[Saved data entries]
+---+
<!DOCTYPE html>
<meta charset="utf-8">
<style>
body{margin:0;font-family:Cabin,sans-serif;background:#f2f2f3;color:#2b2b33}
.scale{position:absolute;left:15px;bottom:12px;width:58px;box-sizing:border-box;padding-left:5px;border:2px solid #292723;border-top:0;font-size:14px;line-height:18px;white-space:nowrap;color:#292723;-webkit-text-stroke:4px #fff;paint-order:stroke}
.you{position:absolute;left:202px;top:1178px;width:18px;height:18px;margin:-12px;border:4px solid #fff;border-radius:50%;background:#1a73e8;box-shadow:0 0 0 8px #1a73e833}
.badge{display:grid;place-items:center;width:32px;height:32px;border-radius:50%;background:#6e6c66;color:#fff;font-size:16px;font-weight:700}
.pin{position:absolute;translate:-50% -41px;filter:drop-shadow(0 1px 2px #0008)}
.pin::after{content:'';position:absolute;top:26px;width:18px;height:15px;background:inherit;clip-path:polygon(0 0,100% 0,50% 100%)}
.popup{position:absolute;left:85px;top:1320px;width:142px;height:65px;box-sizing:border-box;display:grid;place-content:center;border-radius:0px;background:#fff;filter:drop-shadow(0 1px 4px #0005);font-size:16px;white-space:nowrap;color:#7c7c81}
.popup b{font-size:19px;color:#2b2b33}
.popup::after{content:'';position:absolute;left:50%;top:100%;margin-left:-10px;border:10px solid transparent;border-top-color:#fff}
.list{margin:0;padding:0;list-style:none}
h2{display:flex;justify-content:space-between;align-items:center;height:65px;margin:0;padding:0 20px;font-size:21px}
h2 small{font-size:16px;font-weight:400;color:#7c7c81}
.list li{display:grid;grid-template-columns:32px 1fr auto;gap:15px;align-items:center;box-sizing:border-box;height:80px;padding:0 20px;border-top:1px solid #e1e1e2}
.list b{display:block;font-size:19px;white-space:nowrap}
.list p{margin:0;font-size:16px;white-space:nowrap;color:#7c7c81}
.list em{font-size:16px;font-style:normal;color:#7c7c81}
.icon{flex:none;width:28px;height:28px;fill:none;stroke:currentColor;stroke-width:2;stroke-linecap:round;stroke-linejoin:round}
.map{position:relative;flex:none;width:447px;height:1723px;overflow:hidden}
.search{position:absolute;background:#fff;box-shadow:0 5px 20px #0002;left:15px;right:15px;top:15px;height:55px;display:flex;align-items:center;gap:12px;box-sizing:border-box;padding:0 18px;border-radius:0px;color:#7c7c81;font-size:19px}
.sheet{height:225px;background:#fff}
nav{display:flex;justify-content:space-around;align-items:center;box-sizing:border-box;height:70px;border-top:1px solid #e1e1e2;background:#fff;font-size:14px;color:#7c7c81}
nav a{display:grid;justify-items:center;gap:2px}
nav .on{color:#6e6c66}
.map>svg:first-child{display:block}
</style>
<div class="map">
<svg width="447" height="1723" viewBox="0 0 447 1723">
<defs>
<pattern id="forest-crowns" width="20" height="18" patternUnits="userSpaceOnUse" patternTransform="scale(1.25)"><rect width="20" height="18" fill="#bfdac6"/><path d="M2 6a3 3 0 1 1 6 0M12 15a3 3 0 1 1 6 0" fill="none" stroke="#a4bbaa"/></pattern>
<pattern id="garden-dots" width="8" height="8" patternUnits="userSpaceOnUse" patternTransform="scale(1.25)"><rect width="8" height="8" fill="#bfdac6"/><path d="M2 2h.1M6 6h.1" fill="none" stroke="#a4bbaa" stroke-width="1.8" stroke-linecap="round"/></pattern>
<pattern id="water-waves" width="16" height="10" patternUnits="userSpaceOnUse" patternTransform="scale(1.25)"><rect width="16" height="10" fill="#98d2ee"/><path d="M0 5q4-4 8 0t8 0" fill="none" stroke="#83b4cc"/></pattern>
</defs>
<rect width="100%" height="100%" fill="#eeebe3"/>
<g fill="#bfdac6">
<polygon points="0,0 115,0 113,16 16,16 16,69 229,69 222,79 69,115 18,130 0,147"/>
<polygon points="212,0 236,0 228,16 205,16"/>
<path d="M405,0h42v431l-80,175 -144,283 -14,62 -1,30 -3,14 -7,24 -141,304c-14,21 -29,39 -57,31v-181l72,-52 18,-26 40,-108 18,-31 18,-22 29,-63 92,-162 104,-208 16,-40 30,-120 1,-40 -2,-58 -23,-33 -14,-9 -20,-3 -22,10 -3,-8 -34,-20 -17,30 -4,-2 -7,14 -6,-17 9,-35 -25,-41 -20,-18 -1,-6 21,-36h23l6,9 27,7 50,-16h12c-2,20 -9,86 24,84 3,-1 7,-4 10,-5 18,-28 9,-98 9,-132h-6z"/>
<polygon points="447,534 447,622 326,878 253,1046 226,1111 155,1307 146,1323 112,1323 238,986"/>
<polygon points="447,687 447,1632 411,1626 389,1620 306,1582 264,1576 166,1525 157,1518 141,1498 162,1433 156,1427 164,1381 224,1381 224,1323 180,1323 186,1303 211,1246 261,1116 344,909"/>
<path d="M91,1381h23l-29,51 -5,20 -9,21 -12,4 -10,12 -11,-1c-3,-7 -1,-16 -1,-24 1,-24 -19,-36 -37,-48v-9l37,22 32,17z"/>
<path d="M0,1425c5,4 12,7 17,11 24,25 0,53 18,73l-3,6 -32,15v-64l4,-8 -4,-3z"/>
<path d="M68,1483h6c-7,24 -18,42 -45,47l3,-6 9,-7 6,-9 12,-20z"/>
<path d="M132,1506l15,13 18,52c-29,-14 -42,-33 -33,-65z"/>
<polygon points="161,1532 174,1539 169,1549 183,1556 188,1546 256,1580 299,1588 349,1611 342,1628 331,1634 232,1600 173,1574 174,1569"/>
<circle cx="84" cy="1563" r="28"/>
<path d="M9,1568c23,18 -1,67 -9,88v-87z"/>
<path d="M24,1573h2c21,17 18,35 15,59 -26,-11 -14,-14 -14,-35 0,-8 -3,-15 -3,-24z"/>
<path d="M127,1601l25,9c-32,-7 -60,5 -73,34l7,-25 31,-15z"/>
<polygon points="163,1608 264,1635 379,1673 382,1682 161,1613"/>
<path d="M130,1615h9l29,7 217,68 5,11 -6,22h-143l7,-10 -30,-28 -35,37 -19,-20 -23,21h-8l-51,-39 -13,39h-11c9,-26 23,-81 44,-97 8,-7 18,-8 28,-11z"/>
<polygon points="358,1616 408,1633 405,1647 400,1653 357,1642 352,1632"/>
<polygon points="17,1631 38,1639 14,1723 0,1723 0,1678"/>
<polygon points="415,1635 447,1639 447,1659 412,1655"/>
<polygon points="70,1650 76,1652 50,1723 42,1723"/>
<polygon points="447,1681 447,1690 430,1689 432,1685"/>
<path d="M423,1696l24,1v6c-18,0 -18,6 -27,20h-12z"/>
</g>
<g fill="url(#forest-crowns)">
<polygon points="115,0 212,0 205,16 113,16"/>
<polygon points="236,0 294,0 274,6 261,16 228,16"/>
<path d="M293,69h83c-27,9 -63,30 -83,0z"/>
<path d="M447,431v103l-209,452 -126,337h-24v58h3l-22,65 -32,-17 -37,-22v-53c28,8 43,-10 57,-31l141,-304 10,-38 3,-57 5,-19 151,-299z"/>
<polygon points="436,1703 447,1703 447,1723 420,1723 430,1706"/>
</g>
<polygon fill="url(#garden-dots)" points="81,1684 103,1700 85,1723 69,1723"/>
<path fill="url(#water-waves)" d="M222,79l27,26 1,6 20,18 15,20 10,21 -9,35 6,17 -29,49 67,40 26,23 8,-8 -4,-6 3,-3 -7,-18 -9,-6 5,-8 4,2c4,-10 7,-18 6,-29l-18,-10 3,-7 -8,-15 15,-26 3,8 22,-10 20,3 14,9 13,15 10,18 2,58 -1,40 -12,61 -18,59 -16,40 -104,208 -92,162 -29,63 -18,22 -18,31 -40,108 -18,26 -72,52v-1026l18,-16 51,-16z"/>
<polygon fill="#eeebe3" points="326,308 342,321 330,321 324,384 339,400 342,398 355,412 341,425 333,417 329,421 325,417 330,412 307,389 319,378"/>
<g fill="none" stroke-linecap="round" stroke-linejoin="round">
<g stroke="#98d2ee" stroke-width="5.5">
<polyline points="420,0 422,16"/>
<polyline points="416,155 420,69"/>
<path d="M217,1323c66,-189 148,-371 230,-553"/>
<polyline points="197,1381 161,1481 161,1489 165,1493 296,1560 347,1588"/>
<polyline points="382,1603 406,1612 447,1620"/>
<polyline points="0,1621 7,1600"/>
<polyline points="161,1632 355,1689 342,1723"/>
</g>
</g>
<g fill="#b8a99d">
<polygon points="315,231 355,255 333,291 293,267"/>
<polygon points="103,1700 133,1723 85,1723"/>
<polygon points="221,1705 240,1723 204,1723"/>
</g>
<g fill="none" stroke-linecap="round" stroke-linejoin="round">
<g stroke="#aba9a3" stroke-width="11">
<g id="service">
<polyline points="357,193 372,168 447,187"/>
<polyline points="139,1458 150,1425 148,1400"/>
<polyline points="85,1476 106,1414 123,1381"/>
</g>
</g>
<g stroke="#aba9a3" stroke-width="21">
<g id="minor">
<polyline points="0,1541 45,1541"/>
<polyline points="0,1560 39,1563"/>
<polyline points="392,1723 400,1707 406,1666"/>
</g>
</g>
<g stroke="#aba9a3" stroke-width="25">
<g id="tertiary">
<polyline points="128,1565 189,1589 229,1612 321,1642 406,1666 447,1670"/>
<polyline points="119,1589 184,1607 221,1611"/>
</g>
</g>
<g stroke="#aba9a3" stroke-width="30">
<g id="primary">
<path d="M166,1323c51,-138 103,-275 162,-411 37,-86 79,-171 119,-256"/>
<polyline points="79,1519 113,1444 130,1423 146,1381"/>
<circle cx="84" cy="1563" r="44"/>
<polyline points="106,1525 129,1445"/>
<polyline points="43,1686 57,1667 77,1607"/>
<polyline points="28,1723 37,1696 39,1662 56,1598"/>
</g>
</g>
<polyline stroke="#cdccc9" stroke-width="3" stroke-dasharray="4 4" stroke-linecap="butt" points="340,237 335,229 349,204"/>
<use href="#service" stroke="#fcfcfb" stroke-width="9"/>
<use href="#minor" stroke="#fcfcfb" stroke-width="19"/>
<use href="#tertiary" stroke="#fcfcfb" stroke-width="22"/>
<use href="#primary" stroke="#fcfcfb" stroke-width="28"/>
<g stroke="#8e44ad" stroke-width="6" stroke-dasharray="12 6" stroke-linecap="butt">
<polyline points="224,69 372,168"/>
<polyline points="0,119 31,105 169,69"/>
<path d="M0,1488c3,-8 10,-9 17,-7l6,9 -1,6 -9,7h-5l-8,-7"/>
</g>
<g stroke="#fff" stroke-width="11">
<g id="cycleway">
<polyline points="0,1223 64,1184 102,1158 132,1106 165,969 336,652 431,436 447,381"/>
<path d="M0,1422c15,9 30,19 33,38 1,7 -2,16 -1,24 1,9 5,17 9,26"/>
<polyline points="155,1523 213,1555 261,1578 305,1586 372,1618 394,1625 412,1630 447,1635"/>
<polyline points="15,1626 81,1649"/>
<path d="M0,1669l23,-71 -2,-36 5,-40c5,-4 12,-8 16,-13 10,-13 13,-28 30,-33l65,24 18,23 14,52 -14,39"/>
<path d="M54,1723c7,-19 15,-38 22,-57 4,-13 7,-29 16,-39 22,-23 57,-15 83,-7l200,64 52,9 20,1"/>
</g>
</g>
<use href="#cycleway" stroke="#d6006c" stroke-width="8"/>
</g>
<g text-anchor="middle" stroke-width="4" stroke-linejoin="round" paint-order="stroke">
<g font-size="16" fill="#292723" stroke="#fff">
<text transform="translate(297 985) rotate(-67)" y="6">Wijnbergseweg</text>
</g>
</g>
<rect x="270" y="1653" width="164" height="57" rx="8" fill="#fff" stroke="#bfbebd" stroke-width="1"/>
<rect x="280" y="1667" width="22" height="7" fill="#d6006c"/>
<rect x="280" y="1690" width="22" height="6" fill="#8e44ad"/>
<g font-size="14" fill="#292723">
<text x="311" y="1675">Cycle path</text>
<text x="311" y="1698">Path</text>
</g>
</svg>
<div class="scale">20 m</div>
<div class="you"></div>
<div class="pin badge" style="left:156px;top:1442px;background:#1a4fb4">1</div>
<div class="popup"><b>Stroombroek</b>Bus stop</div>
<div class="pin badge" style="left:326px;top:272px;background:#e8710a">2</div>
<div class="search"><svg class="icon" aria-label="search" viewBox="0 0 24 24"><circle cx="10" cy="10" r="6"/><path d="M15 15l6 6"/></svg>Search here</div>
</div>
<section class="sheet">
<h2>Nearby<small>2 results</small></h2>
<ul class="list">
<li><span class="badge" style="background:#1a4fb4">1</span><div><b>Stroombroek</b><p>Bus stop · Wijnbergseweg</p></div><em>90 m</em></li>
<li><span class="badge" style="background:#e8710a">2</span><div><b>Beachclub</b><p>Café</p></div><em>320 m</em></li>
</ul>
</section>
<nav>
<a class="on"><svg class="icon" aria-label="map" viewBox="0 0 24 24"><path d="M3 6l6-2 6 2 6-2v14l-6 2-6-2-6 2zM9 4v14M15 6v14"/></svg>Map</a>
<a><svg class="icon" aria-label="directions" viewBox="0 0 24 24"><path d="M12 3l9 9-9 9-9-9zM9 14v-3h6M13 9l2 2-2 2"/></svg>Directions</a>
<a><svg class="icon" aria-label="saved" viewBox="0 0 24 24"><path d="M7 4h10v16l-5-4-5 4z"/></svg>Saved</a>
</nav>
+---+
> [THE TASK] Scan the data above, find each line with "place", and copy it.

> [SOLUTION FOR THIS PROBLEM]
.badge{display:grid;place-items:center;width:32px;height:32px;border-radius:50%;background:#6e6c66;color:#fff;font-size:16px;font-weight:700}
.popup{position:absolute;left:85px;top:1320px;width:142px;height:65px;box-sizing:border-box;display:grid;place-content:center;border-radius:0px;background:#fff;filter:drop-shadow(0 1px 4px #0005);font-size:16px;white-space:nowrap;color:#7c7c81}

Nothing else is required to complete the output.